La mesure du temps est une œuvre vidéo présentant une collection d’agendas, à partir desquels Camille Bondon interprète les traces laissées à l’intérieur par leur propriétaire. Carnet 17 est une édition retranscrivant, à la manière d’un fac-similé, les notes, les dessins, l’expression de ses pensées, contenus dans l’un de ses carnets de recherche. Camille Bondon est une artiste plasticienne, la rencontre et le partage sont au cœur de sa pratique protéiforme.
[…]
CD : Pour commencer, comment t’es venu cet intérêt pour le traçage du temps, et quelle place cela prend-t-il dans ta pratique et dans ta vie personnelle ?
[…]
CB : J’ai commencé à noter les choses, à noter le temps quand j’ai arrêté d’être étudiante. Il y avait un aspect un peu vertigineux car quand tu es étudiant tu as un planning qui t’est donné, mais après c’est à toi de décider de ta vie. C’est une pratique qui a donc commencé pour me rassurer, pour voir un petit peu ce que j’avais fait et archiver finalement toutes mes actions. Ça a été aussi un prétexte pour dessiner, parce que je ne suis pas une grande dessinatrice, enfin je n’ai pas de projet de dessin dans ma pratique artistique. Mais ce truc là, d’avoir à noter un peu, par exemple tous les repas que je prends, c’est une sorte de « micro-contrainte » pour pouvoir faire des dessins un petit peu tous les jours. Plus j’ai continué à le faire, plus je voyais que ça m’aidait aussi à structurer mes journées, à établir un peu des programmes. Et à chaque fois que j’essayais de trouver un meilleur modèle d’agenda, je voyais que finalement, l’espace du temps, sa matérialité, avait une forme d’influence ou d’incidence sur la perception que l’on a du temps. En posant la question autour de moi — parce qu’on a un goût partagé avec d’autres amis pour ces histoires-là — je me rendais compte que eux préféreraient les déroulés horizontaux ou verticaux des journées, d’autres voulaient avoir le mois pour avoir une sorte de vision à long terme. Je me suis dit que là, il y avait finalement une sorte de sujet commun, collectif, et que ça pourrait être intéressant d’essayer de faire un tour de cette question, pour voir comment les autres font aussi pour se dépatouiller du temps. Souvent, les questions que j’adresse aux autres pour créer des pièces, sont des questions de l’ordre du commun.

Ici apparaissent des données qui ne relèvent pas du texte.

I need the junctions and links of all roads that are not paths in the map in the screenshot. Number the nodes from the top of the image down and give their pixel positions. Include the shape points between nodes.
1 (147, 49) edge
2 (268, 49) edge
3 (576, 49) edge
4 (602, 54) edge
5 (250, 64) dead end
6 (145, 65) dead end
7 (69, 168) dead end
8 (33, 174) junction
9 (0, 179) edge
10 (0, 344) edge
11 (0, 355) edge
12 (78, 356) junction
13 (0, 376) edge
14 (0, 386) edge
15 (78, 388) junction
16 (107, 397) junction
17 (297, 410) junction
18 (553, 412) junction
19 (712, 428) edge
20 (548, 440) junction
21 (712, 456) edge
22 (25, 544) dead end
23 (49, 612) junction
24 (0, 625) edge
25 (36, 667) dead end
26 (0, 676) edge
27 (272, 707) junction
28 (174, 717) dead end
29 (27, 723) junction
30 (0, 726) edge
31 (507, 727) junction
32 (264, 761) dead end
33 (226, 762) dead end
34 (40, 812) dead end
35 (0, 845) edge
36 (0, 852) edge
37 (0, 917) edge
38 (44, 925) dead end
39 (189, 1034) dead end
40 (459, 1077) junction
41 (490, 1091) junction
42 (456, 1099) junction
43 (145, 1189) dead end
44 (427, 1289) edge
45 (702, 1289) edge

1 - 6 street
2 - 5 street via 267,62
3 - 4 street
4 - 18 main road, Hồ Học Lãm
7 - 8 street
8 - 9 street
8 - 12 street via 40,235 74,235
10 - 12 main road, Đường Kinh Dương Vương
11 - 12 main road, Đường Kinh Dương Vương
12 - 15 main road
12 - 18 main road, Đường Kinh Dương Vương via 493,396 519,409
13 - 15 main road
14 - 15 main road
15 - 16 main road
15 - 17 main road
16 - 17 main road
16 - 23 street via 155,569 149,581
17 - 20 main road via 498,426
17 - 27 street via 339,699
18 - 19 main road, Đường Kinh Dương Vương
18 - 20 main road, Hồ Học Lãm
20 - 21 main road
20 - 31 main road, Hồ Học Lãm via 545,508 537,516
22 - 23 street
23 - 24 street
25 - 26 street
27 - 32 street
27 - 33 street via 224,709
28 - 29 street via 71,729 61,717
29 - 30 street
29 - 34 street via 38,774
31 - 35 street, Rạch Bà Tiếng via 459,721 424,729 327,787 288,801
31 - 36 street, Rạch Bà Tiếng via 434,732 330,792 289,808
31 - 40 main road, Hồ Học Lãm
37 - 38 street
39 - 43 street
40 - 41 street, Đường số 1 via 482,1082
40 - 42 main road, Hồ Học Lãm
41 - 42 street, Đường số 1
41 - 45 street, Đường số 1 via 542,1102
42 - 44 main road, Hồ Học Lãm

Je me dis que si on partage nos savoirs et nos compréhensions de ces communs-là, la vie serait finalement plus simple.
[…]
CD : Tu produis beaucoup d’objets papier, et c’est une matière qui t’intéresse, mais je me demandais quelle place prenait les outils numériques dans ta pratique ? Est-ce que tu utilises par exemple des applications pour noter le temps justement ?
[…]
CD : Dans ta pratique est-ce que tu vas t’astreindre à un protocole et le suivre correctement ? Pour La mesure du temps tu disais que c’était un plaisir...
[…]
Est-ce que tu pourrais me parler d’artistes dont le travail et la pratique te parlent ou t’inspirent ?
[…]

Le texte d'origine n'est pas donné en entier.